Schmidt's wife of 49 years, Judy, 68, is a Master Gardener who has converted four acres of the property into settings straight from van Gogh paintings. A horse-drawn carriage offers visitors views of trees, ponds and sunflower fields. Her herb and vegetable gardens supply ingredients for caprese salad, flatbread-pizza toppings and sauces offered on the tasting-room menu.
"I never expected to be this involved in the business," says daughter Rene Brons, who clarifies that although family members have business titles, everyone pitches in as needed on the bottling line, harvesting and manning the tasting room.
She says that although she has known since she was a child that her dad wanted to grow grapes and make wine, no one knew it would become this big.
"I am very proud of him," she says.
This success is something that the Kansas farm-boy-turned-businessman couldn't have planned on.
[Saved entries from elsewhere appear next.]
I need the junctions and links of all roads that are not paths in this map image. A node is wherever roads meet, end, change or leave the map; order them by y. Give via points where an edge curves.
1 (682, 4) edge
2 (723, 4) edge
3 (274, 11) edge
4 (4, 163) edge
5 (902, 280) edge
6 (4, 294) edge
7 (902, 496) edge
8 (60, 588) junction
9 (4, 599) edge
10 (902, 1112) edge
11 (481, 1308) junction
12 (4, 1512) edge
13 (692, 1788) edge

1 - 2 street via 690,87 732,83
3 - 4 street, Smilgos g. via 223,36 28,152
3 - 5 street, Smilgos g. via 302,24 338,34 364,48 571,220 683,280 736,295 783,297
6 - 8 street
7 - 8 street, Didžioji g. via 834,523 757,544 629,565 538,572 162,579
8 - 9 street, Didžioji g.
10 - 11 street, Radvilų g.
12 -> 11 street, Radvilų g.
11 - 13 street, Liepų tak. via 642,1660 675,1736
Cal Schmidt took enology classes at U.C. Davis, and in 2008 he took over as winemaker. Last year, he won seven medals in the 2011 San Francisco Chronicle wine competition.
This year, the three out-of-state judges in the WOW blind tasting awarded him top honors for two Spanish varietals — tempranillo and albarino — that grow well in Oregon's so-called sunbelt. Another Applegate winemaker, Herb Quady, won a Best of Show for his 2012 Quady North Rose.
Schmidt's original plan was to grow grapes, but he soon realized that "the artistry and monetary value is more in the wine than grapes."
He added zinfandel, cab franc and malbec, and later viognier, sauvignon blanc, chardonnay and albarino.
This year, he planted tempranillo to his existing 30 acres of vineyards. Grapes used in this year's WOW Best of Show winner, Schmidt Family Vineyards' 2009 Tempranillo, were grown at Dana Campbell Vineyards in Ashland. His other Best of Show, a 2011 Albarino, was made from estate-grown grapes.
"It was a very nice surprise to win a medal, and not just one but two," Schmidt said Thursday. "That will knock your socks off. It's a high honor and it shows that we can grow Spanish varietals well here."
Then he turned to congratulate his family.
"We are all hard workers with high standards," he said. "We do what it takes to get the job done. I've been very blessed."